A parábola que o Evangelho nos traz [Lc 16,19-31] não visa tratar sobre a caridade ou a falta dela, não diz que o rico negava esmolas a Lázaro. Talvez, até ignorasse a presença dele junto de sua casa, fechado como estava em seu bem-estar, o qual não lhe permitia perceber problemas alheios. Pode ser até que pensasse, como, às vezes, dizem por aí: “Cada um por si e Deus por todos”.
Jesus quer chamar a atenção não somente para a necessidade de amarmos o próximo, mas para a importância das situações. Uma condição de poder e prazer pode insensibilizar a mente, tornando-a indiferente às necessidades dos outros; pode fechar a porta do céu – tirando a fome da vida eterna – se a pessoa já se julga satisfeita com seus bens.
A riqueza honesta não é má nem condenável, assim como a pobreza não é garantia de salvação. Mas ambas suscitam atitudes éticas que podem facilitar ou dificultar a procura por Deus. É para isto que Jesus quer despertar os cristãos nesta parábola.
A situação cômoda em que se encontram os ricos pode diminuir o zelo pelas necessidades dos pobres e excluídos da nossa sociedade.
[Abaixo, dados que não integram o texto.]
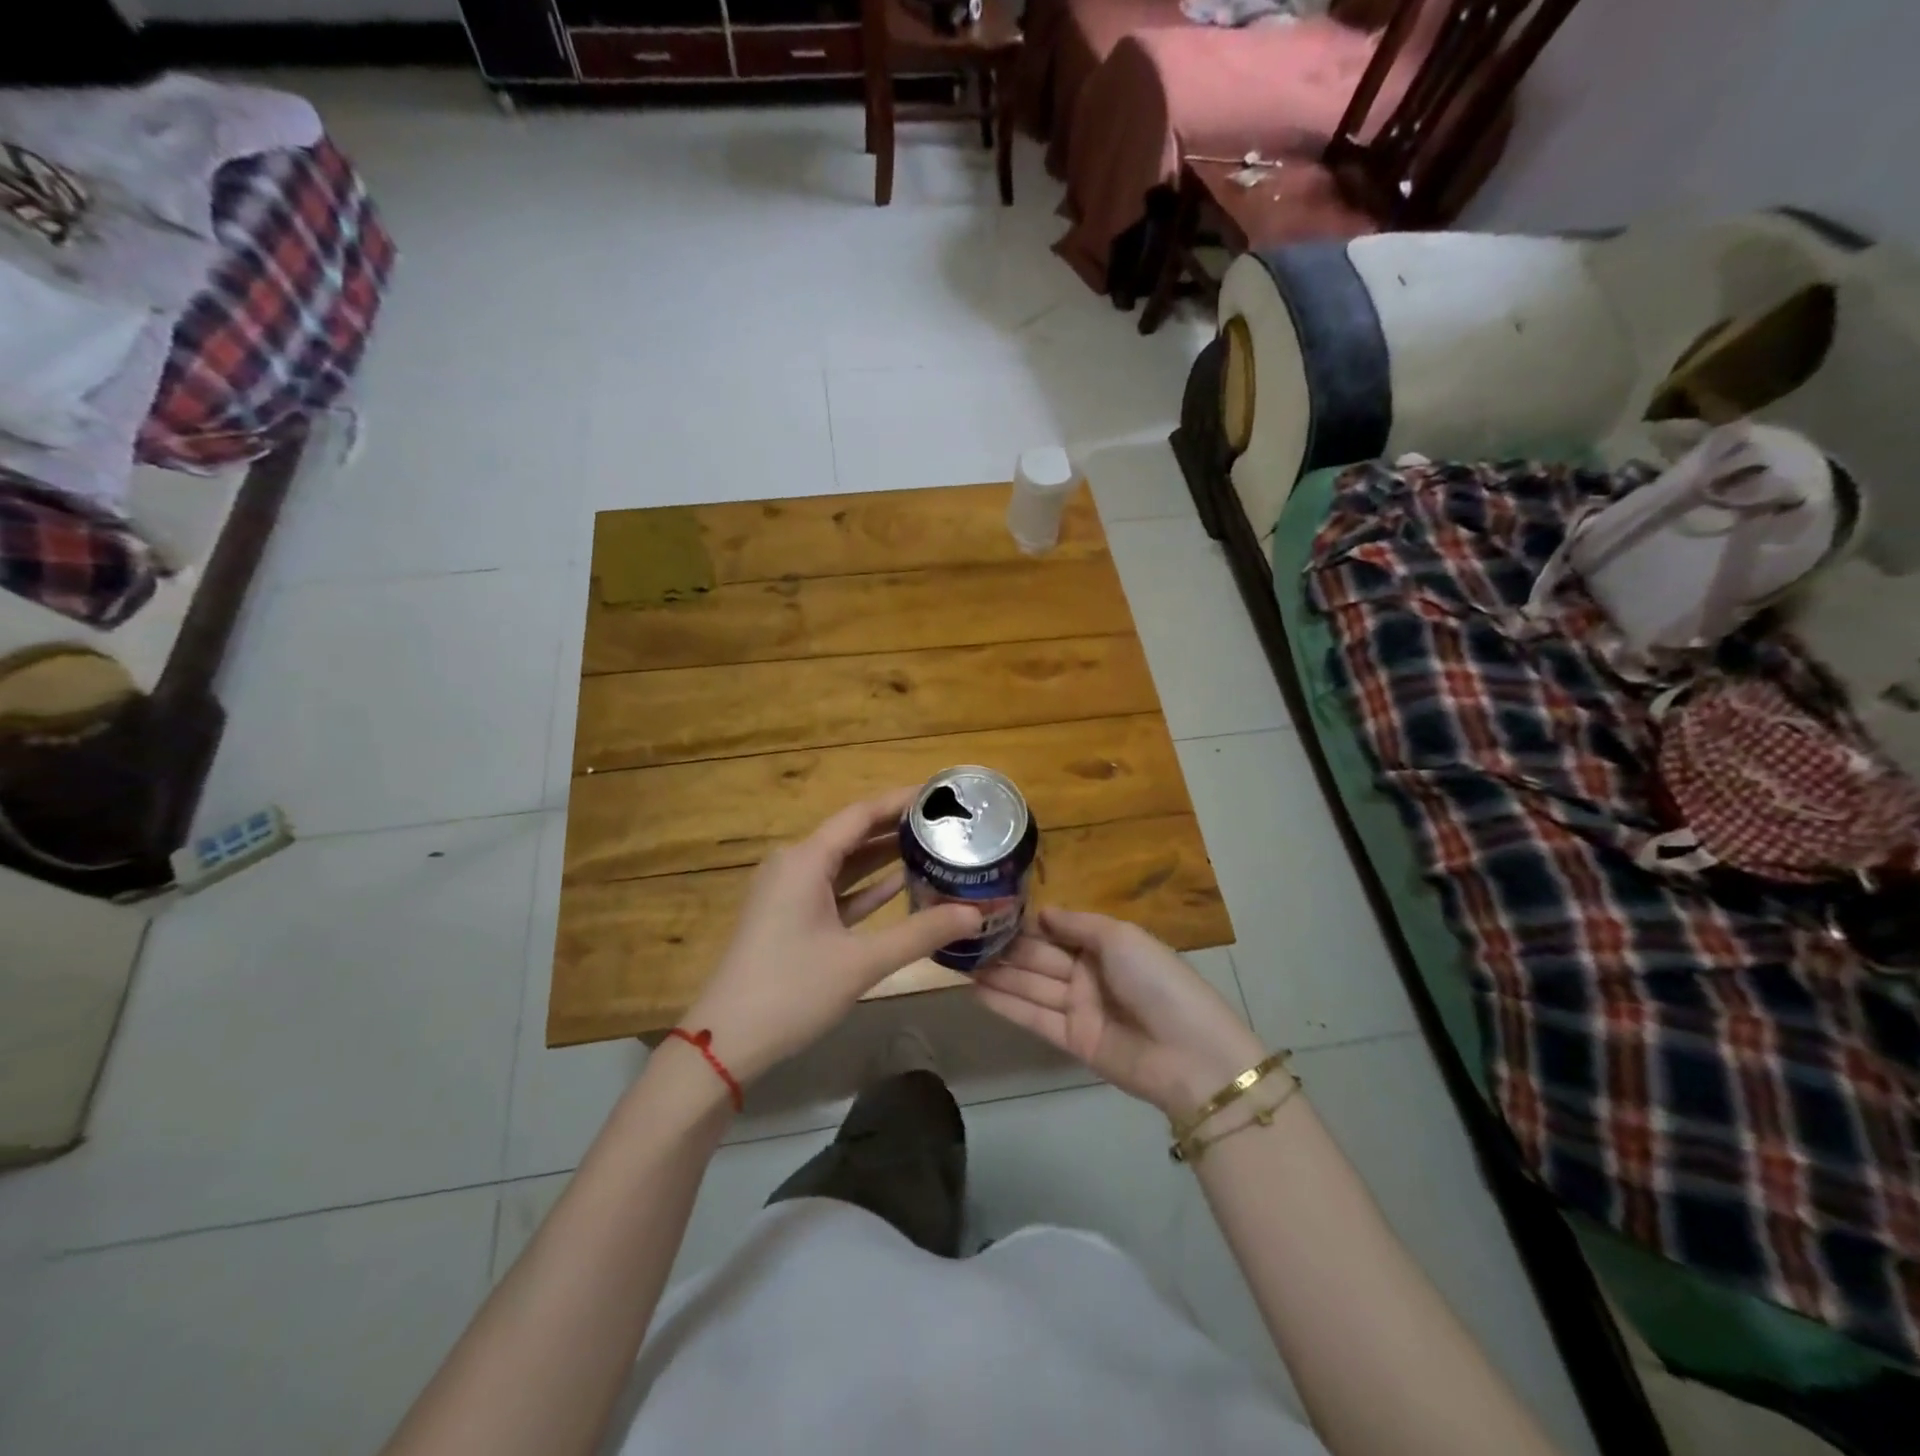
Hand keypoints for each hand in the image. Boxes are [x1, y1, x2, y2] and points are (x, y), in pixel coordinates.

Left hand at [685, 789, 982, 1085]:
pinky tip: (901, 884)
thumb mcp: (861, 962)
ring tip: (933, 846)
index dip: (901, 801)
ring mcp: (789, 892)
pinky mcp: (789, 917)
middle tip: (947, 823)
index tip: (941, 794)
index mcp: (805, 860)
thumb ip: (920, 933)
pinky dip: (865, 886)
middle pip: (853, 834)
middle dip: (898, 827)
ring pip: (844, 863)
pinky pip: (834, 889)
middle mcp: (795, 865)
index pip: (861, 814)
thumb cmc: (791, 991)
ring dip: (883, 857)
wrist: (726, 1042)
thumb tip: (975, 913)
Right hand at [974, 907, 1265, 1118]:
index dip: (1023, 923)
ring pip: (1030, 986)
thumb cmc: (1157, 982)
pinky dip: (1005, 1004)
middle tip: (959, 937)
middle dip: (1003, 948)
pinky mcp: (1071, 1040)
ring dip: (997, 974)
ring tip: (957, 961)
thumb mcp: (1121, 938)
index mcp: (1104, 944)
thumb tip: (1041, 912)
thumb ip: (1077, 925)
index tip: (985, 912)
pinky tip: (974, 990)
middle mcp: (1088, 973)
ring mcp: (1079, 1008)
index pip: (1055, 930)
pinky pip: (1033, 1017)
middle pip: (1038, 957)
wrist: (1190, 1054)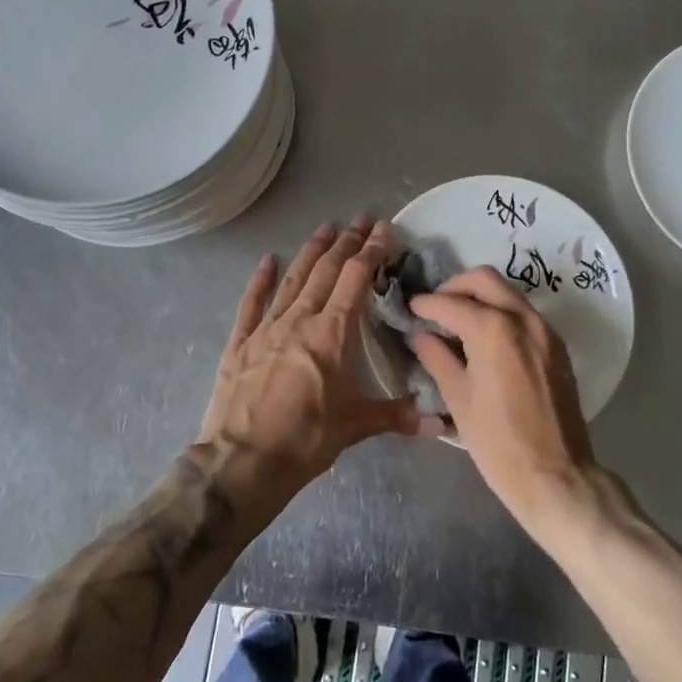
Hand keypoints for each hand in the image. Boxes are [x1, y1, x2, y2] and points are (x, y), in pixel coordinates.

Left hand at [199, 218, 419, 495]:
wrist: (242, 462)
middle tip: (360, 219)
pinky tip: (267, 261)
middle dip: (346, 243)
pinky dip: (261, 280)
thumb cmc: (305, 440)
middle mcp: (299, 320)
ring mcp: (266, 328)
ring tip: (325, 228)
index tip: (384, 229)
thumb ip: (398, 416)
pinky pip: (251, 303)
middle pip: (325, 271)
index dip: (371, 251)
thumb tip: (441, 423)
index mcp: (331, 334)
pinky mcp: (240, 343)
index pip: (355, 279)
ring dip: (310, 252)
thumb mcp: (356, 426)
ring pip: (293, 280)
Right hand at [406, 267, 595, 521]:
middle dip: (455, 287)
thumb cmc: (498, 442)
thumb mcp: (457, 399)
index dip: (425, 304)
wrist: (556, 476)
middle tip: (435, 308)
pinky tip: (485, 338)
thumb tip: (419, 334)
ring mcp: (545, 330)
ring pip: (508, 293)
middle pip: (484, 280)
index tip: (410, 309)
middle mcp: (523, 318)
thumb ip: (436, 357)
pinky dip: (501, 312)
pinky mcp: (557, 346)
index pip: (450, 303)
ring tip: (457, 321)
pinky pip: (524, 313)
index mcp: (493, 330)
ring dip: (480, 297)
Jesus chama os pobres – aqueles que choram, têm fome e sede – de bem-aventurados; não por causa da pobreza como tal, mas pela atitude ética da fé e do amor ao próximo que essa pobreza preserva ou suscita. E chama os ricos de infelizes (Lc 6,24-26), não por causa da riqueza como tal, mas porque esta pode fazer “murchar” a fé e o senso da vida futura.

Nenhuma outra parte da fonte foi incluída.